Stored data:
+===+

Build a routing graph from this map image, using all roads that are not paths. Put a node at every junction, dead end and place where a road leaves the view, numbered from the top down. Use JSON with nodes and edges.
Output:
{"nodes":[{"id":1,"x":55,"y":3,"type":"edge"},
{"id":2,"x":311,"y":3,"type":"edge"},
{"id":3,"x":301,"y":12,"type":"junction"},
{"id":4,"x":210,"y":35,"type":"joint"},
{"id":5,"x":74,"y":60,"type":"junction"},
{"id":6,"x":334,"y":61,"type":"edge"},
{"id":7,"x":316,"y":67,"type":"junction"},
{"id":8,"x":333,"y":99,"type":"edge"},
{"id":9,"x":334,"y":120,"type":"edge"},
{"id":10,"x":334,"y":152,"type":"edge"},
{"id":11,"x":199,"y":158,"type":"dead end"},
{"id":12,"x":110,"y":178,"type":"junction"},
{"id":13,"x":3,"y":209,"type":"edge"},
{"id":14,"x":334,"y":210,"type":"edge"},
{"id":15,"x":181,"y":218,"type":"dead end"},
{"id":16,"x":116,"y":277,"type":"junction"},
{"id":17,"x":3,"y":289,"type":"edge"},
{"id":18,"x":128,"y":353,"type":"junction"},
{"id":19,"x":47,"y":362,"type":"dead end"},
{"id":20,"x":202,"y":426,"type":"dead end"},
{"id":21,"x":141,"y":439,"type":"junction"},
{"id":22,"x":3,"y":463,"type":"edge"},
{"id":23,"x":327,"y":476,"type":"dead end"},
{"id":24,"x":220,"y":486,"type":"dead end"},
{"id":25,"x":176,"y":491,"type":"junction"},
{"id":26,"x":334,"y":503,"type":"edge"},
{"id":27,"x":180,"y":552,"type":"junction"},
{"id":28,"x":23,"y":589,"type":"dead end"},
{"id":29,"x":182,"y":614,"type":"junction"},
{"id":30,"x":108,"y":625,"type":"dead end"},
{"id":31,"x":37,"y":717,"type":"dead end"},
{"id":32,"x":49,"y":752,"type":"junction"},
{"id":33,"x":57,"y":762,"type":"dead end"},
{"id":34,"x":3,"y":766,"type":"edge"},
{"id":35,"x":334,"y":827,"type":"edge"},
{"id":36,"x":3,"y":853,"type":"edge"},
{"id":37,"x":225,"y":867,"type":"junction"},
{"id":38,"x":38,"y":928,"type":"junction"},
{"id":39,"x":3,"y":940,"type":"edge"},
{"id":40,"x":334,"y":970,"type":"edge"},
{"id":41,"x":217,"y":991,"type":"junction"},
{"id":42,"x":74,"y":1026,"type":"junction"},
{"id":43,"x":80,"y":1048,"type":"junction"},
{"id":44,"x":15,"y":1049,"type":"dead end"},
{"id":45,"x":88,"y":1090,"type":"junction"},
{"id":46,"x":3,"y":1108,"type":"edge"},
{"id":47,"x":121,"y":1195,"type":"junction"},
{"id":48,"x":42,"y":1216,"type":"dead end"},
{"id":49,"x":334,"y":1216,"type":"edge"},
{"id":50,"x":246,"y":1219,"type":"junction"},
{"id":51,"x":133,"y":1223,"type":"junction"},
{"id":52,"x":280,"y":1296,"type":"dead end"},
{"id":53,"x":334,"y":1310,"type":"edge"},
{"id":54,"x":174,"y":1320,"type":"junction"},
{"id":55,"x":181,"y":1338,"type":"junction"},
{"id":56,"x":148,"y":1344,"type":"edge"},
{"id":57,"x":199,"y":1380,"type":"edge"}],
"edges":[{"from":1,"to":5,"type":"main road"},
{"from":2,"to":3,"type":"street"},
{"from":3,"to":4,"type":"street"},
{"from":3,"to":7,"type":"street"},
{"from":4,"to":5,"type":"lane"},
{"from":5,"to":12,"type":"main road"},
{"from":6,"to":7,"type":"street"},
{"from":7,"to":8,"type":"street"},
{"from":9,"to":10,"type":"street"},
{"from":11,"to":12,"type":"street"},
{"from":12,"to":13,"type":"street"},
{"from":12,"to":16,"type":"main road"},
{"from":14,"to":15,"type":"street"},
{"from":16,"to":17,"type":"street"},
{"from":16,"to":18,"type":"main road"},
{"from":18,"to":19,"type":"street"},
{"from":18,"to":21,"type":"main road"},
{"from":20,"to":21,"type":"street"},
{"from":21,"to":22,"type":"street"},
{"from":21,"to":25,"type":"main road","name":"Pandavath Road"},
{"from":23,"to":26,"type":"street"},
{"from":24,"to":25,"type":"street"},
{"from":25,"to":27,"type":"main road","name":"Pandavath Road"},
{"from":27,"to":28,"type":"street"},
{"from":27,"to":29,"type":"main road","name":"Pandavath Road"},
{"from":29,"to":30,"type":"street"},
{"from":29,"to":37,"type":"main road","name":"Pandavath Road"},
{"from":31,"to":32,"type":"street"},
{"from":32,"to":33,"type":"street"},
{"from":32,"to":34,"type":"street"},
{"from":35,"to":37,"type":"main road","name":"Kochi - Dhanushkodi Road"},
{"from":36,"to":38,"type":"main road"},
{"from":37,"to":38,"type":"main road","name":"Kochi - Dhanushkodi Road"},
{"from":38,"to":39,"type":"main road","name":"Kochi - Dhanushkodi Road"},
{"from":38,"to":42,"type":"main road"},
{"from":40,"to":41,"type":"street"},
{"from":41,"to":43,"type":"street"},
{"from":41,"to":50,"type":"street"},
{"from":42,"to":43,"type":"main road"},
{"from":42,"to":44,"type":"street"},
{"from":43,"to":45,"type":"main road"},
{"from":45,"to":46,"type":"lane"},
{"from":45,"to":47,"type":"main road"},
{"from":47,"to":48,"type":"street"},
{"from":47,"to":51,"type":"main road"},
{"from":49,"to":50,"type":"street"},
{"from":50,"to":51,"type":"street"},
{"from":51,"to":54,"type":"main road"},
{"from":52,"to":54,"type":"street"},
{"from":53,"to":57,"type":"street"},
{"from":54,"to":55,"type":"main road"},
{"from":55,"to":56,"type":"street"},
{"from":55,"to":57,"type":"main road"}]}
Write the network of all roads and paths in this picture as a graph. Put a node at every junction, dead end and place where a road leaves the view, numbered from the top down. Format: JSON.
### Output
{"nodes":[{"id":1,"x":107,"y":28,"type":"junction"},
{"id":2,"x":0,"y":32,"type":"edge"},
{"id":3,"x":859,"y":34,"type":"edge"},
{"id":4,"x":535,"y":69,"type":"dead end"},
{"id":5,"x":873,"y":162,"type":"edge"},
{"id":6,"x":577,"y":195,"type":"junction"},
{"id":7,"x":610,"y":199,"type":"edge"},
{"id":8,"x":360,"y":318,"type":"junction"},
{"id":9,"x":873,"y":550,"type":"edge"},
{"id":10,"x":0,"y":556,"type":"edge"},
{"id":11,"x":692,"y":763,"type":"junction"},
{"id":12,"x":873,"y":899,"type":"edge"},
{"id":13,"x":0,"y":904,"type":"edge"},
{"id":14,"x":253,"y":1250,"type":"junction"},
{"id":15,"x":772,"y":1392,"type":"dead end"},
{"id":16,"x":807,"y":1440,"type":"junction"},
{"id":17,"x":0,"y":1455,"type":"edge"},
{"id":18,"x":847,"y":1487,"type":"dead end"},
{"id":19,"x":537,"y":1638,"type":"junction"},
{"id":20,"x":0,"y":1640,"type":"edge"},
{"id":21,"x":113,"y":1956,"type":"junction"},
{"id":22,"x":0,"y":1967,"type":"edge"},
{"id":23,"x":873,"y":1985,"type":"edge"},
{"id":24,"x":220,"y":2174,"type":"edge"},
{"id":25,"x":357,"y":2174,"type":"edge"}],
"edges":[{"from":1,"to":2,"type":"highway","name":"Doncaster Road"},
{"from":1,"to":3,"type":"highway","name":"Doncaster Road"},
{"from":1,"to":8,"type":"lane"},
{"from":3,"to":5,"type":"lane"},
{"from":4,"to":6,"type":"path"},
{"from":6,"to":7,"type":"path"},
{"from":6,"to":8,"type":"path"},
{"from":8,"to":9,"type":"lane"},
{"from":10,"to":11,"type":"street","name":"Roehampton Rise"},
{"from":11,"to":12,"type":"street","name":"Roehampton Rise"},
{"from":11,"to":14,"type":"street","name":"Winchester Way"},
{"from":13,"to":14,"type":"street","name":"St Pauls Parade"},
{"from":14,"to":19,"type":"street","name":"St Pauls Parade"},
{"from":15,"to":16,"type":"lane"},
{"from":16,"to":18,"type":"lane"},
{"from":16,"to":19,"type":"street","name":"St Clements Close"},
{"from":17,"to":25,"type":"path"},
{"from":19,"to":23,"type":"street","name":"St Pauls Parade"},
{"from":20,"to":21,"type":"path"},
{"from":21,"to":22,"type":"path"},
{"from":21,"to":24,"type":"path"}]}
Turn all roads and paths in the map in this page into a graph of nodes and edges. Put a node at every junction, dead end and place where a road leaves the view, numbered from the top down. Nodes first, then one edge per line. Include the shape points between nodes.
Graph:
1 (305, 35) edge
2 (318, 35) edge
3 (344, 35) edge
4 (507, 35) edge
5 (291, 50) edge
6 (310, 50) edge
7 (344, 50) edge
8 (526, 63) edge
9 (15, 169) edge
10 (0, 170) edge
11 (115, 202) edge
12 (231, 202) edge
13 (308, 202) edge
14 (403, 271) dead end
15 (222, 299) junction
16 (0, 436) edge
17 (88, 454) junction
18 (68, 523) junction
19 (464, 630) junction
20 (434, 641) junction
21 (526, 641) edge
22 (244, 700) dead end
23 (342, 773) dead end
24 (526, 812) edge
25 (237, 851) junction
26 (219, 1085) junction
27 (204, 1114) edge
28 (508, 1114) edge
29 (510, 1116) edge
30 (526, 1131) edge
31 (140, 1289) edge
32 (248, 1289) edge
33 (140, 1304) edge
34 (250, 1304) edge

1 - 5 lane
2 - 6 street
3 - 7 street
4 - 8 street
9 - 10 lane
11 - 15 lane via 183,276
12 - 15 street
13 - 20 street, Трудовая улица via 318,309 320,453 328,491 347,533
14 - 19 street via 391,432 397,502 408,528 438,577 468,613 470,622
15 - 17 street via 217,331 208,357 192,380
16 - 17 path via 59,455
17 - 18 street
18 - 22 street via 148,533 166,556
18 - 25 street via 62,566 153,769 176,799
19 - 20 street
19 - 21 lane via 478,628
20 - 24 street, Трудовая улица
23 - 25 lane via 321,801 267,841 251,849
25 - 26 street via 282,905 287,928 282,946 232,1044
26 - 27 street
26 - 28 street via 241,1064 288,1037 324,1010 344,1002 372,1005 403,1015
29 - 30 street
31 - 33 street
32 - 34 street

+===+

What you need to do: Across the data, pull every line containing the string "JSON".

Solution to the exercise:
Build a routing graph from this map image, using all roads that are not paths. Put a node at every junction, dead end and place where a road leaves the view, numbered from the top down. Use JSON with nodes and edges.
Write the network of all roads and paths in this picture as a graph. Put a node at every junction, dead end and place where a road leaves the view, numbered from the top down. Format: JSON.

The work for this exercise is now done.